▸ **WHAT YOU SHOULD DO**: Your response should be every line of the data, written out exactly.

▸ **RECORDS TO USE**:
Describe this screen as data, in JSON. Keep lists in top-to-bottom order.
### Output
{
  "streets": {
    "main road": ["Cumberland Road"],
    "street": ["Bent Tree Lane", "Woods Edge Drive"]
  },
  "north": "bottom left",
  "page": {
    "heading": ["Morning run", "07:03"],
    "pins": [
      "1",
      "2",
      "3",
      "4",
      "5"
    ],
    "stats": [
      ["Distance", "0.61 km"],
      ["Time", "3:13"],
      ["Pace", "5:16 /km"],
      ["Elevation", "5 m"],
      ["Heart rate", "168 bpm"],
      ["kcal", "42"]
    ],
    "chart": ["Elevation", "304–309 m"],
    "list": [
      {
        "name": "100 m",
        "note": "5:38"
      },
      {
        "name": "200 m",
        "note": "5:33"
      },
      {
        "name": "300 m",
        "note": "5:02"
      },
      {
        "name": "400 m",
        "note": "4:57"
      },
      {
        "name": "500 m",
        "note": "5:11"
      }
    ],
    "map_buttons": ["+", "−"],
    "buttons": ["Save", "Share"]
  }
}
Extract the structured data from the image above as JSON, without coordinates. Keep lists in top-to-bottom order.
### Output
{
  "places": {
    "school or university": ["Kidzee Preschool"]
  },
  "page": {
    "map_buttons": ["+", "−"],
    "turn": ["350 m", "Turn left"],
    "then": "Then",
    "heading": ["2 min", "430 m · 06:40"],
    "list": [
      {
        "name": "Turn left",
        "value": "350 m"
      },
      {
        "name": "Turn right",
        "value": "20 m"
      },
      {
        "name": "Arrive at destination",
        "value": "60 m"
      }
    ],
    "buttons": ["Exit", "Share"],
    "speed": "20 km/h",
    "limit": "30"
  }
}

▸ **PROBLEM SOLUTION**:
Describe this screen as data, in JSON. Keep lists in top-to-bottom order.
### Output
{
  "streets": {
    "main road": ["Cumberland Road"],
    "street": ["Bent Tree Lane", "Woods Edge Drive"]
  },
  "north": "bottom left",
  "page": {
    "heading": ["Morning run", "07:03"],
    "pins": [
      "1",
      "2",
      "3",
      "4",
      "5"
    ],
    "stats": [
      ["Distance", "0.61 km"],
      ["Time", "3:13"],
      ["Pace", "5:16 /km"],
      ["Elevation", "5 m"],
      ["Heart rate", "168 bpm"],
      ["kcal", "42"]
    ],
    "chart": ["Elevation", "304–309 m"],
    "list": [
      {
        "name": "100 m",
        "note": "5:38"
      },
      {
        "name": "200 m",
        "note": "5:33"
      },
      {
        "name": "300 m",
        "note": "5:02"
      },
      {
        "name": "400 m",
        "note": "4:57"
      },
      {
        "name": "500 m",
        "note": "5:11"
      }
    ],
    "map_buttons": ["+", "−"],
    "buttons": ["Save", "Share"]
  }
}
Extract the structured data from the image above as JSON, without coordinates. Keep lists in top-to-bottom order.
### Output
{
  "places": {
    "school or university": ["Kidzee Preschool"]
  },
  "page": {
    "map_buttons": ["+", "−"],
    "turn": ["350 m", "Turn left"],
    "then": "Then",
    "heading": ["2 min", "430 m · 06:40"],
    "list": [
      {
        "name": "Turn left",
        "value": "350 m"
      },
      {
        "name": "Turn right",
        "value": "20 m"
      },
      {
        "name": "Arrive at destination",
        "value": "60 m"
      }
    ],
    "buttons": ["Exit", "Share"],
    "speed": "20 km/h",
    "limit": "30"
  }
}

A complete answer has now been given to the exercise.